Recurrent Infections in a 5-Year-Old Boy

Nicholas Bennett, MBBChir, PhD


July 30, 2018

Physical Examination and Workup

Upon examination, the patient is slim. He weighs 35.2 lb, which is at the 10th percentile for weight, and is 43.3 inches tall, which is at the 50th percentile for height. He is well nourished, well developed, and in no acute distress. His temperature, taken orally, is 101°F. Heart and respiratory rates are normal. Craniofacial features appear within normal limits.
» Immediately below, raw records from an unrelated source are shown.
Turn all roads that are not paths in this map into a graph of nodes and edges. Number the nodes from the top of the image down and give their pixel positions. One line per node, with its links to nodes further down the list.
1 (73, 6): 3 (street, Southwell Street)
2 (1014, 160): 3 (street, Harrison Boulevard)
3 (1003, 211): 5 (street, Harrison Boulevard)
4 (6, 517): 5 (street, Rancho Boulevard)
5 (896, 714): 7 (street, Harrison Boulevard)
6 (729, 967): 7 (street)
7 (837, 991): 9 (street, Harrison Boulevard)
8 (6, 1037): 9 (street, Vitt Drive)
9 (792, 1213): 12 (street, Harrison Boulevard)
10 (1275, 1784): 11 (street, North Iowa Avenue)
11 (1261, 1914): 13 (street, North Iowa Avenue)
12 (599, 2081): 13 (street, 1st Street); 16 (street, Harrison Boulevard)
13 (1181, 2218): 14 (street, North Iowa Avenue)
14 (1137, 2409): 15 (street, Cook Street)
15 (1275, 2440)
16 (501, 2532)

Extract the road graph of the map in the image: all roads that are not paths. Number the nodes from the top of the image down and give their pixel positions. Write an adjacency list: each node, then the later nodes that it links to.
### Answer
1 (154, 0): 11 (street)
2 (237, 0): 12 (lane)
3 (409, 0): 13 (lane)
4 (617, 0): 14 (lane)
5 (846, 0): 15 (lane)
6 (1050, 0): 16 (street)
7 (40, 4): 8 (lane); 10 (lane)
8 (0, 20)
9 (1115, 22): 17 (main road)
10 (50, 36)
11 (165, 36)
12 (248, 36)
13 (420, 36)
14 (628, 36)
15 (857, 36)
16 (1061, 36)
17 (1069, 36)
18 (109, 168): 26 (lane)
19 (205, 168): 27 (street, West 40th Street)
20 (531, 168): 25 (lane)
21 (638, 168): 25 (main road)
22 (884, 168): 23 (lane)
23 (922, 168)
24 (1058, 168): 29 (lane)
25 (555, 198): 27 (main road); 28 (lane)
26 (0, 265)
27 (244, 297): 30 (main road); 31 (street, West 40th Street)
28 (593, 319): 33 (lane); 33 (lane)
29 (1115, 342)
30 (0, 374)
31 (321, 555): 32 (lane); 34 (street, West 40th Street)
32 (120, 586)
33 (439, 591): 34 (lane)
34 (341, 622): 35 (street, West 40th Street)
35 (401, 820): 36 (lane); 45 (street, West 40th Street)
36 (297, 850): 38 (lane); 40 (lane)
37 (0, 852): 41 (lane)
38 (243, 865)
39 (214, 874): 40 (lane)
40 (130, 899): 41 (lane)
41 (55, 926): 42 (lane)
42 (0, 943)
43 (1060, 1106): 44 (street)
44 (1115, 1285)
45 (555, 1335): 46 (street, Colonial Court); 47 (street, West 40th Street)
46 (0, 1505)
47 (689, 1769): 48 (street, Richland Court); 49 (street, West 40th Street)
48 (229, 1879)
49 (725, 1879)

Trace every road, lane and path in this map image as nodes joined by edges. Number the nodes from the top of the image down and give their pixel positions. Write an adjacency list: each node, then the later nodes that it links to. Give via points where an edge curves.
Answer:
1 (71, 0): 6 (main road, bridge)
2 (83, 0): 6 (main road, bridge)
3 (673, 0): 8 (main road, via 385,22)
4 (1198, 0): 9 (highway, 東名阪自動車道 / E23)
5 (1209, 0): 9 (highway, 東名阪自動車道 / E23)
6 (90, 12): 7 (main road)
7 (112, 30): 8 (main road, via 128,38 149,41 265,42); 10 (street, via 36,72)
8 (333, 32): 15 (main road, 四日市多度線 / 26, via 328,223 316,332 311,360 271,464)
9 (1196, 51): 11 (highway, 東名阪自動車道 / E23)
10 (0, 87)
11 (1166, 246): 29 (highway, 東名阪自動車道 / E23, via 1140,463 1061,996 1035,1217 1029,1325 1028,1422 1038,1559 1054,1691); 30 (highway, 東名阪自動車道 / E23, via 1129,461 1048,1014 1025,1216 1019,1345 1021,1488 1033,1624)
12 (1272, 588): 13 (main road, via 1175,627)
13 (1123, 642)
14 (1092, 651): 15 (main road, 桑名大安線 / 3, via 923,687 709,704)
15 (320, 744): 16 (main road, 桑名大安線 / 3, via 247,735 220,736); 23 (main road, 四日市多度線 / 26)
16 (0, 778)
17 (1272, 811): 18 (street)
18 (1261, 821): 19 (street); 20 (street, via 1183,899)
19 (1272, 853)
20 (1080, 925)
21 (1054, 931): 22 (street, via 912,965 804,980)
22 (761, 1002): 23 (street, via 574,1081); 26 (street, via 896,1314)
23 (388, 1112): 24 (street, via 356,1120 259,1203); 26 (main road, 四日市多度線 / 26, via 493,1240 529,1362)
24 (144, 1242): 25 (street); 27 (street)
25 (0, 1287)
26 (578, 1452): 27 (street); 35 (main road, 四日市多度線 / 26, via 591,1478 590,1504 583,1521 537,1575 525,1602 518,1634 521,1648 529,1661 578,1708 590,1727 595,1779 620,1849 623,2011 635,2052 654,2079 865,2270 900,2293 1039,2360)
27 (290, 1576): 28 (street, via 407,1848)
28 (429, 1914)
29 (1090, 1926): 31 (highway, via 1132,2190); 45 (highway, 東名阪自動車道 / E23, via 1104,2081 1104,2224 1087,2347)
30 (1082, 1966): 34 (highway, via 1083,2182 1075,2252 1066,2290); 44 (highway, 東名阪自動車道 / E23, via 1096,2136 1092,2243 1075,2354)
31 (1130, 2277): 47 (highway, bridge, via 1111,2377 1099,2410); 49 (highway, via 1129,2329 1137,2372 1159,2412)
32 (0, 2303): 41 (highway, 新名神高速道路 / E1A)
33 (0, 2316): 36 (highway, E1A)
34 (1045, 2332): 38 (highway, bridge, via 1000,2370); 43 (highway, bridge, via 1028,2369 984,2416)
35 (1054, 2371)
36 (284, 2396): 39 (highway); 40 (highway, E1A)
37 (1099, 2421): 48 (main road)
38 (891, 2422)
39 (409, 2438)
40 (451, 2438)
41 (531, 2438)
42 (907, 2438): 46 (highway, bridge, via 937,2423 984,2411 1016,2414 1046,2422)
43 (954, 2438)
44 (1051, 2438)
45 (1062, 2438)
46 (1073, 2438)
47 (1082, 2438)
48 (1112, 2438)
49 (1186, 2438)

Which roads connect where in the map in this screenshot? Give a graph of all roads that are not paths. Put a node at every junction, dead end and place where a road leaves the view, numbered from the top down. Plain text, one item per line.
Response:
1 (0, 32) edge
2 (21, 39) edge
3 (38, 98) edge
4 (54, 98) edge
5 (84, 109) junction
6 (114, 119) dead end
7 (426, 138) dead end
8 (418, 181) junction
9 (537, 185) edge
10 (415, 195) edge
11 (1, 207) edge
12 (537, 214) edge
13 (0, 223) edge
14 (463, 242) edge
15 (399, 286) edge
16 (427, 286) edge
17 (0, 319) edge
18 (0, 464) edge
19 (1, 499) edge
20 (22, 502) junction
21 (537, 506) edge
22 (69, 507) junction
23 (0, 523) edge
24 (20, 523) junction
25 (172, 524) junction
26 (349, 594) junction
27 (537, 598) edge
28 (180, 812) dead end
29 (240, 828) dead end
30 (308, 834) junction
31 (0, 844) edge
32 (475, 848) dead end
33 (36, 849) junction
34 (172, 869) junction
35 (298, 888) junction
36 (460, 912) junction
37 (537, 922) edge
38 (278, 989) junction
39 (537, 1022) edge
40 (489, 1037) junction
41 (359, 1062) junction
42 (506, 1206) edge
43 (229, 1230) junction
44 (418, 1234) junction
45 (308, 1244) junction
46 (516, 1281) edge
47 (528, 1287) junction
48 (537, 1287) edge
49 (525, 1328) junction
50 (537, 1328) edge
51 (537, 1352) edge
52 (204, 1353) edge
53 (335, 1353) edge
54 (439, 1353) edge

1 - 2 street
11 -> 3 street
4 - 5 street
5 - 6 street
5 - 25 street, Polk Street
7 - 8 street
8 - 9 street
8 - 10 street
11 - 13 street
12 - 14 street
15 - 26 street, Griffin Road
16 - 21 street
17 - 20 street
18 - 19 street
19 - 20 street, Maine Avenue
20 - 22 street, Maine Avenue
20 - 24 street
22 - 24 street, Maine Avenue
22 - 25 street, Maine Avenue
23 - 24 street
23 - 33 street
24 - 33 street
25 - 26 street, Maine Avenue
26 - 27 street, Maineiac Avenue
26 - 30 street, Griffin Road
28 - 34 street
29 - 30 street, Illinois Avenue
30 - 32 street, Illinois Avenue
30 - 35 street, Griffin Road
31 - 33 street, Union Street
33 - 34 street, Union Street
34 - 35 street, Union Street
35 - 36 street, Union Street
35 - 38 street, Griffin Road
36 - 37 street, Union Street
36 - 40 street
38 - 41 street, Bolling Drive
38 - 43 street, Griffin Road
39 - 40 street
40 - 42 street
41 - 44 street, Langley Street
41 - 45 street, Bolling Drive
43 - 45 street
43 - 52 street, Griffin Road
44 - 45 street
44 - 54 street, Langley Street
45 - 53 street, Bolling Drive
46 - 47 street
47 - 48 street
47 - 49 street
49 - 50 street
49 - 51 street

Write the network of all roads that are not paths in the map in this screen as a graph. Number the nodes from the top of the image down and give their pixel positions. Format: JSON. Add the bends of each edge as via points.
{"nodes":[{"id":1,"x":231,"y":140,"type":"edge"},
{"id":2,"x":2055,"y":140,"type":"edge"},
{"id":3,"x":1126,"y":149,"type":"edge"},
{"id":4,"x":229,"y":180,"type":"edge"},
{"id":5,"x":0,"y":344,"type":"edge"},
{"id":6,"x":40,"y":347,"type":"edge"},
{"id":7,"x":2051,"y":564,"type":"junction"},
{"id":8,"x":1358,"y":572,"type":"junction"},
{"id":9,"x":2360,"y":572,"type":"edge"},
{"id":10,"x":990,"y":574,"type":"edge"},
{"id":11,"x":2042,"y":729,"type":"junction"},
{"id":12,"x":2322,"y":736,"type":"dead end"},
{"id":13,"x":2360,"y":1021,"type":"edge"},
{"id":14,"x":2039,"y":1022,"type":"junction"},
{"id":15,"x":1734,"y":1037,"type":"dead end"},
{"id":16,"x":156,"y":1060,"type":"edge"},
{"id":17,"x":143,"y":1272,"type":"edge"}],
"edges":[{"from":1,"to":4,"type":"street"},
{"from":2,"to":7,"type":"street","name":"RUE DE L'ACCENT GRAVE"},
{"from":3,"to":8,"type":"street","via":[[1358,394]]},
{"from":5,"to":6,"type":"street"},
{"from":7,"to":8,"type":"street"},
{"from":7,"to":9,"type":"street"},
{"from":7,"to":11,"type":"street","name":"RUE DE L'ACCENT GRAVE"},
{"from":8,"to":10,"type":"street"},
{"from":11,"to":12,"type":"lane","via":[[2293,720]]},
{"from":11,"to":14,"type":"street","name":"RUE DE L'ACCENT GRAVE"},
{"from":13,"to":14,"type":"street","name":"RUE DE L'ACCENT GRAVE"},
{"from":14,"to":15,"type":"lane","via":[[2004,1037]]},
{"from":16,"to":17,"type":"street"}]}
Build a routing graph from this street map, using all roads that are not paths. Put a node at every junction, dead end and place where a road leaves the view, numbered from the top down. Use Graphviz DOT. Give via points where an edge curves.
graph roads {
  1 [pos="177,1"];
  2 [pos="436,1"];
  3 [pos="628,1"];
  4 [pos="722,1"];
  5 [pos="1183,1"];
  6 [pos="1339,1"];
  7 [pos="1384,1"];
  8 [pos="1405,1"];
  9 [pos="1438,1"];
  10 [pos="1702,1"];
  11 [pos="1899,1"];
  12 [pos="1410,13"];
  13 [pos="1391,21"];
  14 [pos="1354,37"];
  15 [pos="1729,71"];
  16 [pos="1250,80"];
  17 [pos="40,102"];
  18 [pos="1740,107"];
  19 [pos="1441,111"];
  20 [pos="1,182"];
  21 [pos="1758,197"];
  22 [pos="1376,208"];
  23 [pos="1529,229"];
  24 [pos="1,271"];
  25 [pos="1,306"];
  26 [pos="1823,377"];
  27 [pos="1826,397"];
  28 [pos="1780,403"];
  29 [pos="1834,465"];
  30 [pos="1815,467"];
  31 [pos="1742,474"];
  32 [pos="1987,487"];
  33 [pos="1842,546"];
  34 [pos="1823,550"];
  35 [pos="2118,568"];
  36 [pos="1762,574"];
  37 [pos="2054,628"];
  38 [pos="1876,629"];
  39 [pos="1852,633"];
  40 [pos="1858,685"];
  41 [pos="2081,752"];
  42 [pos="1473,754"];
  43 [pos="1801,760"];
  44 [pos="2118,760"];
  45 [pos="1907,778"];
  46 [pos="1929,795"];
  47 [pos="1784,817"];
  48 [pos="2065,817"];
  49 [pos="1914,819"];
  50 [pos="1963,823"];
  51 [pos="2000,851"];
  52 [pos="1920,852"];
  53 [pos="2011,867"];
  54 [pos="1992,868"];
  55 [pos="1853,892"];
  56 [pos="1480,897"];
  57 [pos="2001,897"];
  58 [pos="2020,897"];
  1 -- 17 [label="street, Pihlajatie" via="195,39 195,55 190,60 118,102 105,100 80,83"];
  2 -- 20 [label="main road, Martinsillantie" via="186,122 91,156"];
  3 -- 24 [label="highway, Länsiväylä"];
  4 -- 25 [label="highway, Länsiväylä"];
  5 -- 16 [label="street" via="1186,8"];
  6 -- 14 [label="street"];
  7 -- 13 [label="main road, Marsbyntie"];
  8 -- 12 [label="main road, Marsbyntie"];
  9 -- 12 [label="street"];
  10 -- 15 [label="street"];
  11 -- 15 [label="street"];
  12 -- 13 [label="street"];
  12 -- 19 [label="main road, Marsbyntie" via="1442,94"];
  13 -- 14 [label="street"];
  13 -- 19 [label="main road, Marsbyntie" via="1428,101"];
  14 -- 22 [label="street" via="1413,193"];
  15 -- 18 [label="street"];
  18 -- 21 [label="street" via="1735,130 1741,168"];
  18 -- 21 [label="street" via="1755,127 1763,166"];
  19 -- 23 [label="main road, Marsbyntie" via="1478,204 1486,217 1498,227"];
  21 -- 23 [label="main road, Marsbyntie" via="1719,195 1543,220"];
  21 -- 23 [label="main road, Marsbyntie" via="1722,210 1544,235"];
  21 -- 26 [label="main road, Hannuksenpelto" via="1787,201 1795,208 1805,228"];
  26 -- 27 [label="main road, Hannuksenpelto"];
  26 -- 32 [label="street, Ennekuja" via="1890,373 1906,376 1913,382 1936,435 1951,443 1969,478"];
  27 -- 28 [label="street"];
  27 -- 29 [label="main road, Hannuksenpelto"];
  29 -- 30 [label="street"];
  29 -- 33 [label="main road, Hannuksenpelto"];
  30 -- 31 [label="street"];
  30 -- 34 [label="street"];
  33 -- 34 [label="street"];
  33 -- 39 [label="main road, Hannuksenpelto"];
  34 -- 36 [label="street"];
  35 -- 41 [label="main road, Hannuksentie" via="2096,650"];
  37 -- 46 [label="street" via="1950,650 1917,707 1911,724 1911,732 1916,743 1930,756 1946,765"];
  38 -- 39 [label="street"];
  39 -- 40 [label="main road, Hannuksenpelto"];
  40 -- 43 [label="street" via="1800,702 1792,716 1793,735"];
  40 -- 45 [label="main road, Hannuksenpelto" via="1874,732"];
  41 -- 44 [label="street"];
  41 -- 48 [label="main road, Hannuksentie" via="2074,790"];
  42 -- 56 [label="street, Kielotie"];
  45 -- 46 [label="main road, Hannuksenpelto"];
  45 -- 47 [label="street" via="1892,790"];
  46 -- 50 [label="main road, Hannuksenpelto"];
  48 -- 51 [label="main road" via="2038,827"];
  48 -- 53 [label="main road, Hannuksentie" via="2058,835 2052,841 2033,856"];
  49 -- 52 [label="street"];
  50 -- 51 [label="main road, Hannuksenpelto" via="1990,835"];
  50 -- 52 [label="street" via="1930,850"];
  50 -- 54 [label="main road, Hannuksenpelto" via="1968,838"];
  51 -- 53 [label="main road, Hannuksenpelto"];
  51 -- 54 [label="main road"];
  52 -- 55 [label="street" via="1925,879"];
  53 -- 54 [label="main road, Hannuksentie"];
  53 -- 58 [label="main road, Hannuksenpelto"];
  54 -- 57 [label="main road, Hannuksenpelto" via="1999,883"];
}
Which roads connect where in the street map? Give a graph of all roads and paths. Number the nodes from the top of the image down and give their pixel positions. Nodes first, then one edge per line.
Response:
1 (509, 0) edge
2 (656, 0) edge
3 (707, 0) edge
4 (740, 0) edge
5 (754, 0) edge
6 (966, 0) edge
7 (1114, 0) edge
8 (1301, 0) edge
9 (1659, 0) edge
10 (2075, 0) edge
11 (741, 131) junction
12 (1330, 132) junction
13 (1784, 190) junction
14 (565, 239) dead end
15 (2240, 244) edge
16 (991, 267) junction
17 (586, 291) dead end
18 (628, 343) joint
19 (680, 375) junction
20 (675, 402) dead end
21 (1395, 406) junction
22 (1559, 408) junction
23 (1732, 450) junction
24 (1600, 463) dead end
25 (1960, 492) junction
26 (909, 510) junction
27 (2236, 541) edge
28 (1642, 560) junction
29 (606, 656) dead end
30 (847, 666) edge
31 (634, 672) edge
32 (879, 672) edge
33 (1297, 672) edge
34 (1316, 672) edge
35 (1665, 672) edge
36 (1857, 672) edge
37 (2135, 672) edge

Otic examination reveals an occluded ear canal with purulent drainage. His left tympanic membrane is erythematous, with some purulent fluid draining through the properly positioned PE tube. The right tympanic membrane appears normal. His cardiac, respiratory, abdominal, musculoskeletal, and skin examination findings are within normal limits. No abnormal findings were present as a result of the recurrent pneumonias. He had no hepatosplenomegaly. Palpable, nontender lymph nodes are noted along his anterior cervical chain (1-2 cm in size); none are found elsewhere. To help further define the diagnosis beyond the current presentation, the following laboratory studies were obtained:

  • White blood cell count of 10.4 x 109/L

  • Hemoglobin level of 12.2 g/dL

  • Platelet count of 230 x 109/L

  • Neutrophils 54% (absolute neutrophil count, 230/mcL)

  • Immunoglobulin G (IgG) level of 450 mg/dL (reference range, 500-1000 mg/dL)

  • Immunoglobulin A (IgA) level of 26 mg/dL

  • Immunoglobulin M (IgM) level of 145 mg/dL

Extremely high titers (14 µg/mL, 23 µg/mL, and >84 µg/mL) to 3 of 14 pneumococcal serotypes, and lacking protective titers to all other pneumococcal serotypes.